_WORK ORDER:_ The response must consist of all the entries, duplicated without alteration.

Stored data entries
▶

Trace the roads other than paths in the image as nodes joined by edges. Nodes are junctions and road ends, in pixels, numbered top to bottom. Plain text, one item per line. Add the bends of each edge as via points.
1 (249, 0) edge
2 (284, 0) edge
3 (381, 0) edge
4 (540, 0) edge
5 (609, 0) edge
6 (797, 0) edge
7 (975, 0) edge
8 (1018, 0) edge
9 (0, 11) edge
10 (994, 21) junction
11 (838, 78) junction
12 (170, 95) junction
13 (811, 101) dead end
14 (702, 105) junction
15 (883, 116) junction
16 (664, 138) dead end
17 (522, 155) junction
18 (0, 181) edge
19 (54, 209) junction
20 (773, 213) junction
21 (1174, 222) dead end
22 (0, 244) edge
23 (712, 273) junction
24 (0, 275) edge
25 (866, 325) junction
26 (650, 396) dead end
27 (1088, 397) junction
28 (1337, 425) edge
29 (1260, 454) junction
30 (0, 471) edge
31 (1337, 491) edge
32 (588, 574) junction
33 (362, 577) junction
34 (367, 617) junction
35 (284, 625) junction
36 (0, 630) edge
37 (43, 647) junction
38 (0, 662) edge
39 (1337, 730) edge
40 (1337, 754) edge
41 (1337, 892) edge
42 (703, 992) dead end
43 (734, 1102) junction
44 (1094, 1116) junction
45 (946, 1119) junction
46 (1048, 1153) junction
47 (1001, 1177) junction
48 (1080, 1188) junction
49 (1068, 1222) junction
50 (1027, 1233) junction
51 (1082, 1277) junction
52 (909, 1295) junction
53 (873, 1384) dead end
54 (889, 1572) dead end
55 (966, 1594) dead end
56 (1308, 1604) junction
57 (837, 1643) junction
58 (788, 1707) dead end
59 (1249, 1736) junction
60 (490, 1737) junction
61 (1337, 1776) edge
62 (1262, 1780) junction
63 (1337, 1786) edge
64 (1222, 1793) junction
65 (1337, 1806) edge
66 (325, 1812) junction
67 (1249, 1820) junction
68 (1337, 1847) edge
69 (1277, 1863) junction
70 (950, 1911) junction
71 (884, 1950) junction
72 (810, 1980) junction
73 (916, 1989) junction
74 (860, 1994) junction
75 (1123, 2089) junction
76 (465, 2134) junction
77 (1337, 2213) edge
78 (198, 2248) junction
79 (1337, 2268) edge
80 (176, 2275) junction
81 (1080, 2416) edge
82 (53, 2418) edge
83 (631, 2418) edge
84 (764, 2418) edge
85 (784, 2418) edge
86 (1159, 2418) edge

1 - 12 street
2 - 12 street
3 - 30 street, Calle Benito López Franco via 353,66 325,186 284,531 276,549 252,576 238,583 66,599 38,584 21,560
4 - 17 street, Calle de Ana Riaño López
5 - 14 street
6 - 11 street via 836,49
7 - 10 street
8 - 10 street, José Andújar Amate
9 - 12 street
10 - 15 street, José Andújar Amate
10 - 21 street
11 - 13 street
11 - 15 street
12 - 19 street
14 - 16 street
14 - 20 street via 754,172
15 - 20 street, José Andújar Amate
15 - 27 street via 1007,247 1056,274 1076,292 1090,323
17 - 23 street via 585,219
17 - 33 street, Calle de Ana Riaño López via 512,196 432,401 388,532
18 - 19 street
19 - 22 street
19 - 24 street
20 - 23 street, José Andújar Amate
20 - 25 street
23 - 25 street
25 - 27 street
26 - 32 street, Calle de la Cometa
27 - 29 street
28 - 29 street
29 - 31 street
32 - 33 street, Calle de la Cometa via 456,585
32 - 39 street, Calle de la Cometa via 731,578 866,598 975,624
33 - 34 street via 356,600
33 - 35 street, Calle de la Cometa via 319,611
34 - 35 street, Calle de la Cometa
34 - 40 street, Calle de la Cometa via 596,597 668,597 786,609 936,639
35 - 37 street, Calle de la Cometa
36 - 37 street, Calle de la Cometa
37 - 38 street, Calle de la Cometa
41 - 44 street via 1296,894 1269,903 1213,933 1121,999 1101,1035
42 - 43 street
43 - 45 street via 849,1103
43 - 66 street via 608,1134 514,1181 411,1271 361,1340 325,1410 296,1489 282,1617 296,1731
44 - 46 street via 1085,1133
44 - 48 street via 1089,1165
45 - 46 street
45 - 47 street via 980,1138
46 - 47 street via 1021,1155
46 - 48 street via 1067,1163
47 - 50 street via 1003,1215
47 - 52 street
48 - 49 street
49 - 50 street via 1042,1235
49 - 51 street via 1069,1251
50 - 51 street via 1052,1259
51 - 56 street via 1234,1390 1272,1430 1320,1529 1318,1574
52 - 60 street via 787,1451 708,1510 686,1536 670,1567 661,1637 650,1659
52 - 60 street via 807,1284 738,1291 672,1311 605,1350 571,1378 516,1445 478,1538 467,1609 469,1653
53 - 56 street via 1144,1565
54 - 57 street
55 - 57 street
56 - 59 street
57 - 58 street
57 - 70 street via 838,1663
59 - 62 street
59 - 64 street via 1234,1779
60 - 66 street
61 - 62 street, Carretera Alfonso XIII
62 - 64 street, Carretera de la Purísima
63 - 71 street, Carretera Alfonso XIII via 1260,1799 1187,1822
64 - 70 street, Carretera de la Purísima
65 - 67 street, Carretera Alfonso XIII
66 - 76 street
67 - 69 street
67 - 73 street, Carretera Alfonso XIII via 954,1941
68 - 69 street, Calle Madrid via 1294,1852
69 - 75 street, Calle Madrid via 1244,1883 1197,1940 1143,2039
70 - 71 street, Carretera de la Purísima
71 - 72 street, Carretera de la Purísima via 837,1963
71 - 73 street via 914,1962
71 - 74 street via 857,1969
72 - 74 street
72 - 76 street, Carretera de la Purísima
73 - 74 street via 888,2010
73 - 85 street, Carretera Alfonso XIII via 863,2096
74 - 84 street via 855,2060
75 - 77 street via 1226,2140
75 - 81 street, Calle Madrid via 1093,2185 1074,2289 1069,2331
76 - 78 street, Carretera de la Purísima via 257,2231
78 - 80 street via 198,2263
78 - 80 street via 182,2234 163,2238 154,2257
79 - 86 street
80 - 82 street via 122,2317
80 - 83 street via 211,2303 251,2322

◀

_EXERCISE RESULT:_
Trace the roads other than paths in the image as nodes joined by edges. Nodes are junctions and road ends, in pixels, numbered top to bottom. Plain text, one item per line. Add the bends of each edge as via points.
1 (249, 0) edge
2 (284, 0) edge
3 (381, 0) edge
4 (540, 0) edge
5 (609, 0) edge
6 (797, 0) edge
7 (975, 0) edge
8 (1018, 0) edge
9 (0, 11) edge
10 (994, 21) junction
11 (838, 78) junction
12 (170, 95) junction
13 (811, 101) dead end
14 (702, 105) junction
15 (883, 116) junction
16 (664, 138) dead end
17 (522, 155) junction
18 (0, 181) edge
19 (54, 209) junction
20 (773, 213) junction
21 (1174, 222) dead end
22 (0, 244) edge
23 (712, 273) junction
24 (0, 275) edge
25 (866, 325) junction
26 (650, 396) dead end
27 (1088, 397) junction
28 (1337, 425) edge
29 (1260, 454) junction
30 (0, 471) edge
31 (1337, 491) edge
32 (588, 574) junction
33 (362, 577) junction
34 (367, 617) junction
35 (284, 625) junction
36 (0, 630) edge
37 (43, 647) junction
38 (0, 662) edge
39 (1337, 730) edge
40 (1337, 754) edge
41 (1337, 892) edge
42 (703, 992) dead end
43 (734, 1102) junction
44 (1094, 1116) junction
45 (946, 1119) junction
46 (1048, 1153) junction
47 (1001, 1177) junction
48 (1080, 1188) junction
49 (1068, 1222) junction
50 (1027, 1233) junction
51 (1082, 1277) junction
52 (909, 1295) junction
53 (873, 1384) dead end
54 (889, 1572) dead end
55 (966, 1594) dead end
56 (1308, 1604) junction
57 (837, 1643) junction
58 (788, 1707) dead end
59 (1249, 1736) junction
60 (490, 1737) junction
61 (1337, 1776) edge
62 (1262, 1780) junction
63 (1337, 1786) edge
64 (1222, 1793) junction
65 (1337, 1806) edge
66 (325, 1812) junction
67 (1249, 1820) junction
68 (1337, 1847) edge
69 (1277, 1863) junction
70 (950, 1911) junction
71 (884, 1950) junction
72 (810, 1980) junction
73 (916, 1989) junction
74 (860, 1994) junction
75 (1123, 2089) junction
76 (465, 2134) junction
77 (1337, 2213) edge
78 (198, 2248) junction
79 (1337, 2268) edge
80 (176, 2275) junction
81 (1080, 2416) edge
82 (53, 2418) edge
83 (631, 2418) edge
84 (764, 2418) edge
85 (784, 2418) edge
86 (1159, 2418) edge

1 - 12 street
2 - 12 street
3 - 30 street, Calle Benito López Franco via 353,66 325,186 284,531 276,549 252,576 238,583 66,599 38,584 21,560
4 - 17 street, Calle de Ana Riaño López
5 - 14 street
6 - 11 street via 836,49
7 - 10 street
8 - 10 street, José Andújar Amate
9 - 12 street
10 - 15 street, José Andújar Amate
10 - 21 street
11 - 13 street
11 - 15 street
12 - 19 street
14 - 16 street
14 - 20 street via 754,172
15 - 20 street, José Andújar Amate
15 - 27 street via 1007,247 1056,274 1076,292 1090,323
17 - 23 street via 585,219
17 - 33 street, Calle de Ana Riaño López via 512,196 432,401 388,532
18 - 19 street
19 - 22 street
19 - 24 street
20 - 23 street, José Andújar Amate
20 - 25 street
23 - 25 street
25 - 27 street
26 - 32 street, Calle de la Cometa
27 - 29 street
28 - 29 street
29 - 31 street
32 - 33 street, Calle de la Cometa via 456,585
32 - 39 street, Calle de la Cometa via 731,578 866,598 975,624
33 - 34 street via 356,600
33 - 35 street, Calle de la Cometa via 319,611
34 - 35 street, Calle de la Cometa
34 - 40 street, Calle de la Cometa via 596,597 668,597 786,609 936,639
35 - 37 street, Calle de la Cometa
36 - 37 street, Calle de la Cometa
37 - 38 street, Calle de la Cometa
41 - 44 street via 1296,894 1269,903 1213,933 1121,999 1101,1035
42 - 43 street
43 - 45 street via 849,1103
43 - 66 street via 608,1134 514,1181 411,1271 361,1340 325,1410 296,1489 282,1617 296,1731
44 - 46 street via 1085,1133
44 - 48 street via 1089,1165
45 - 46 street
45 - 47 street via 980,1138
46 - 47 street via 1021,1155
46 - 48 street via 1067,1163
47 - 50 street via 1003,1215
47 - 52 street
48 - 49 street
49 - 50 street via 1042,1235
49 - 51 street via 1069,1251
50 - 51 street via 1052,1259
51 - 56 street via 1234,1390 1272,1430 1320,1529 1318,1574
52 - 60 street via 787,1451 708,1510 686,1536 670,1567 661,1637 650,1659
52 - 60 street via 807,1284 738,1291 672,1311 605,1350 571,1378 516,1445 478,1538 467,1609 469,1653
53 - 56 street via 1144,1565
54 - 57 street
55 - 57 street
56 - 59 street
57 - 58 street
57 - 70 street via 838,1663
59 - 62 street
59 - 64 street via 1234,1779
60 - 66 street
61 - 62 street, Carretera Alfonso XIII
62 - 64 street, Carretera de la Purísima
63 - 71 street, Carretera Alfonso XIII via 1260,1799 1187,1822
64 - 70 street, Carretera de la Purísima
65 - 67 street, Carretera Alfonso XIII
66 - 76 street
67 - 69 street
67 - 73 street, Carretera Alfonso XIII via 954,1941
68 - 69 street, Calle Madrid via 1294,1852
69 - 75 street, Calle Madrid via 1244,1883 1197,1940 1143,2039
70 - 71 street, Carretera de la Purísima
71 - 72 street, Carretera de la Purísima via 837,1963
71 - 73 street via 914,1962
71 - 74 street via 857,1969
72 - 74 street
72 - 76 street, Carretera de la Purísima
73 - 74 street via 888,2010
73 - 85 street, Carretera Alfonso XIII via 863,2096
74 - 84 street via 855,2060
75 - 77 street via 1226,2140
75 - 81 street, Calle Madrid via 1093,2185 1074,2289 1069,2331
76 - 78 street, Carretera de la Purísima via 257,2231
78 - 80 street via 198,2263
78 - 80 street via 182,2234 163,2238 154,2257
79 - 86 street
80 - 82 street via 122,2317
80 - 83 street via 211,2303 251,2322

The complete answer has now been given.